Antonio De DOVITIS.
Homme de confiance auprès du pouvoir en Uruguay, Antonio De Dovitis est tailleur de son état, il dirige une vaste entreprise de fournitures militaires. Italien d'origine, né à Picerno, De Dovitis est de confession juive, il a dû émigrer en Uruguay avec toute sa famille après la spoliation de ses biens en Italie.
Installé à Montevideo, au 6 Rue du 18 Juillet. Cet entrepreneur a de nombreux contacts commerciaux en Europe, en France, en Angleterre et en Allemagne en particulier puisque c'est à Duisburg, près d'Essen, qu'il achète à Félix Bishoff les lames de sabres et d'épées qu'il fait monter pour les officiers uruguayens.
C'est à lui que s'adresse le président Julio Herrera Y Obes, en 1894, pour prendre la direction d'une commission d'achat destinée à ramener d'Europe des armes modernes, mais De Dovitis manque d'expérience en matière d'armes portatives. Il compense cela par ses relations dans les cercles militaires, ses appuis politiques. Quelques semaines après son départ de Montevideo, il rente au pays après avoir dépensé tous les crédits alloués.

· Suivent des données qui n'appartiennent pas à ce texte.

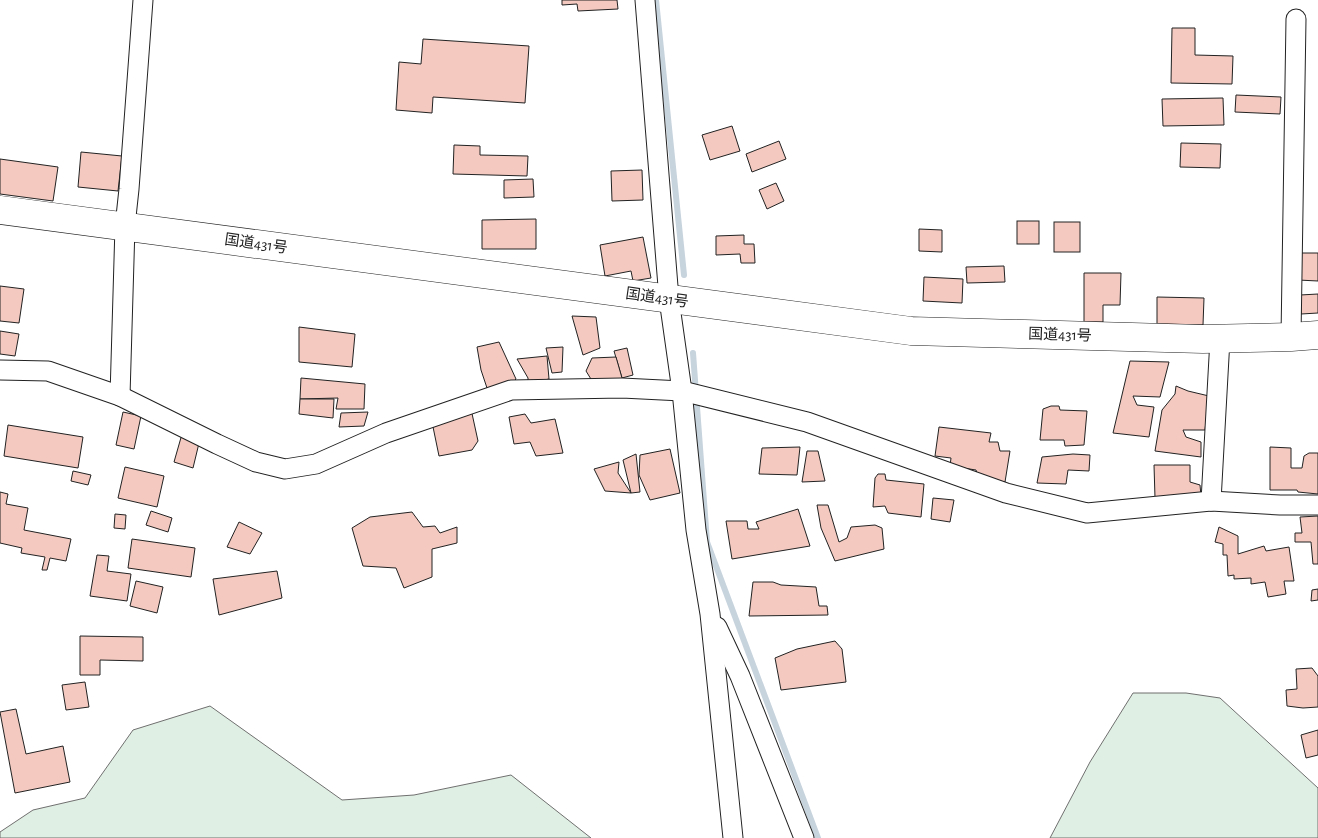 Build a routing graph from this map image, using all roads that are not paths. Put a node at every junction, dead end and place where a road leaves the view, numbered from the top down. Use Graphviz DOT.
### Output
graph roads {
  1 [pos="143,0"];
  2 [pos="646,0"];
  3 [pos="1296,19"];
  4 [pos="0,210"];
  5 [pos="125,226"];
  6 [pos="669,299"];
  7 [pos="1318,335"];
  8 [pos="1291,337"];
  9 [pos="1220,339"];
  10 [pos="0,370"];
  11 [pos="682,391"];
  12 [pos="120,396"];
  13 [pos="1211,501"];
  14 [pos="1318,505"];
  15 [pos="710,614"];
  16 [pos="733,838"];
  17 [pos="804,838"];
  1 -- 5 [label="street"];
  2 -- 6 [label="street"];
  3 -- 8 [label="street"];
  4 -- 5 [label="highway, 国道431号"];
  5 -- 6 [label="highway, 国道431号"];
  5 -- 12 [label="street"];
  6 -- 9 [label="highway, 国道431号"];
  6 -- 11 [label="street"];
  7 -- 8 [label="highway, 国道431号"];
  8 -- 9 [label="highway, 国道431号"];
  9 -- 13 [label="street"];
  10 -- 12 [label="street"];
  11 -- 12 [label="street"];
  11 -- 13 [label="street"];
  11 -- 15 [label="street"];
  13 -- 14 [label="street"];
  15 -- 16 [label="street"];
  15 -- 17 [label="street"];
} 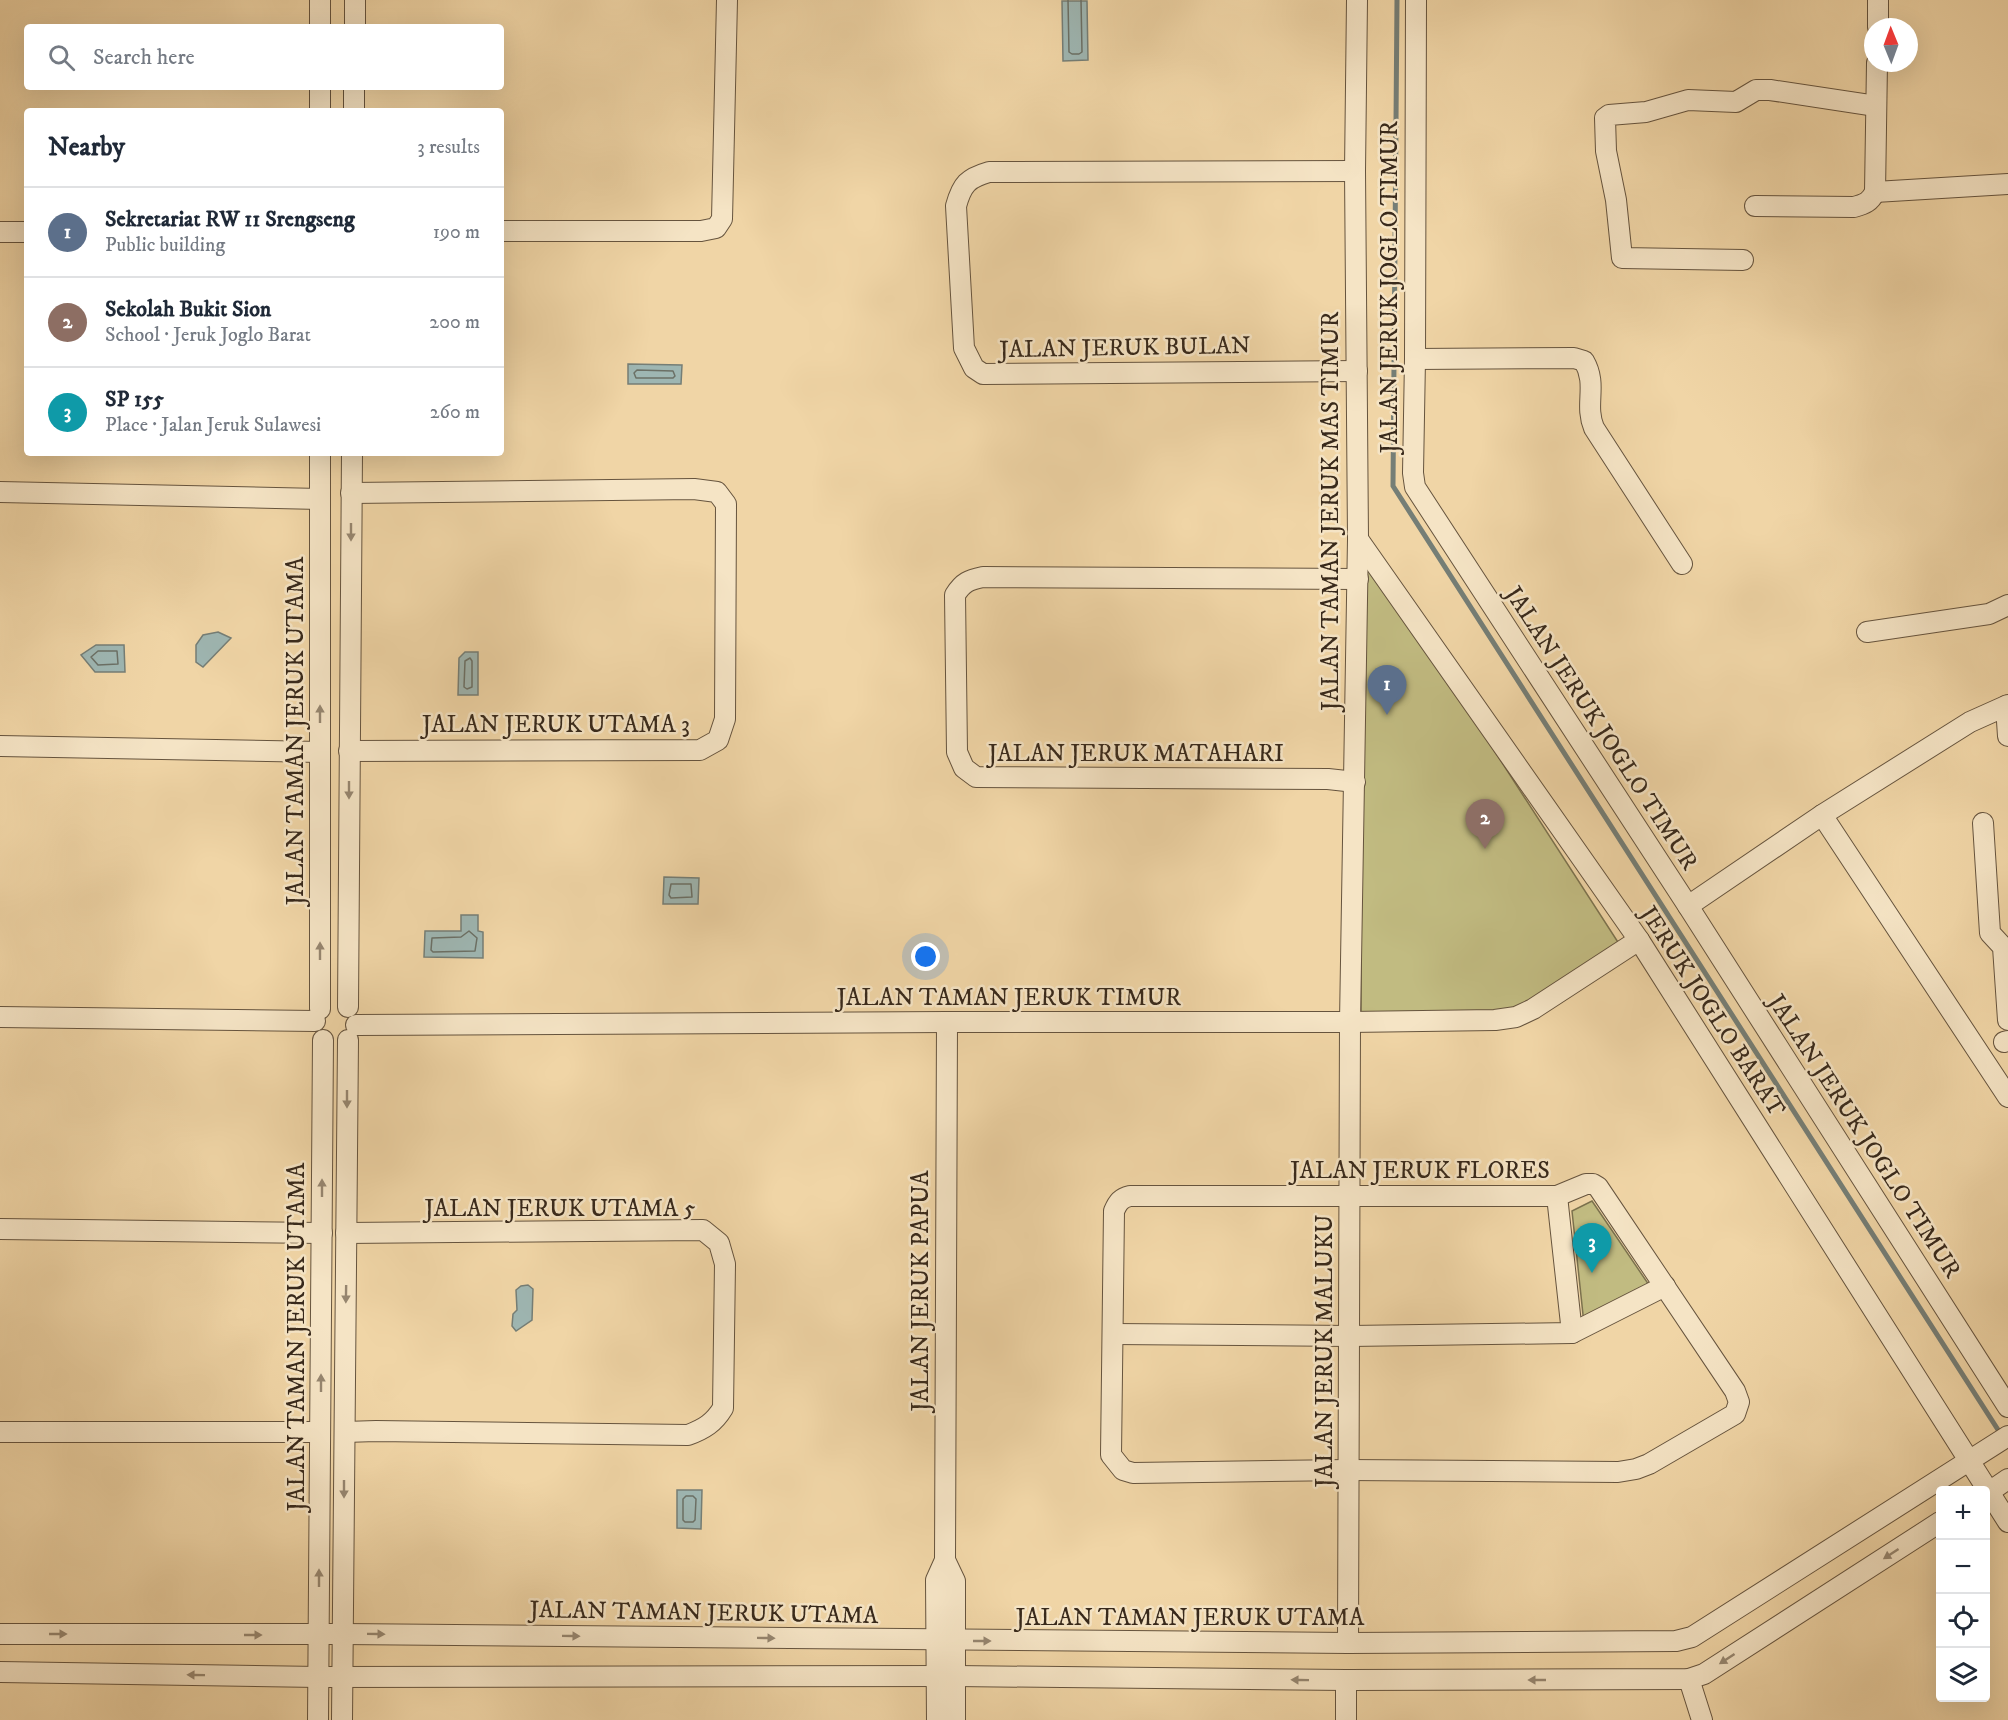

Il ramène avec lui des fusils dépassés depuis près de 20 ans, payés à prix d'or sur le budget de l'armée. Loin du triomphe qu'il attendait, son arrivée est saluée par un tollé général. La cargaison débarquée est constituée de vieux Mauser 1871 à un coup. Le pays crie à la trahison, mais les armes sont là et la mise en dotation de ces fusils complique d'autant les approvisionnements en munition. Le Mauser chambre bien une cartouche de 11 mm, mais cette dernière n'est pas interchangeable avec la cartouche de 11 mm Espagnole.
C'est ici qu'intervient Paul Darche, agent de la SF.A.P. en Uruguay. Il contacte l'état-major et propose de transformer les vieux Mauser 71 dans les ateliers des ses commanditaires de Saint-Denis pour en faire des armes modernes. Un accord est rapidement signé et les armes repartant pour la France où elles sont transformées à l'usine de Saint-Denis.
Le contrat qu'il vient de négocier avec l'Uruguay fixe le prix de la transformation, au calibre de 6,5 Daudeteau, des Mauser 71 à 9,45 pesos par fusil et 10,10 pesos pour les carabines. Une baïonnette particulière est réalisée pour les fusils d'infanterie.
Utilisé par l'armée, puis par la milice jusqu'en 1905, le Mauser-Daudeteau eest encore largement employé par les forces gouvernementales en 1904, lors de la révolution qui oppose les troupes du général Saravia chef du Partido Blanco, aux réguliers du président José Batlle Y Ordóñez.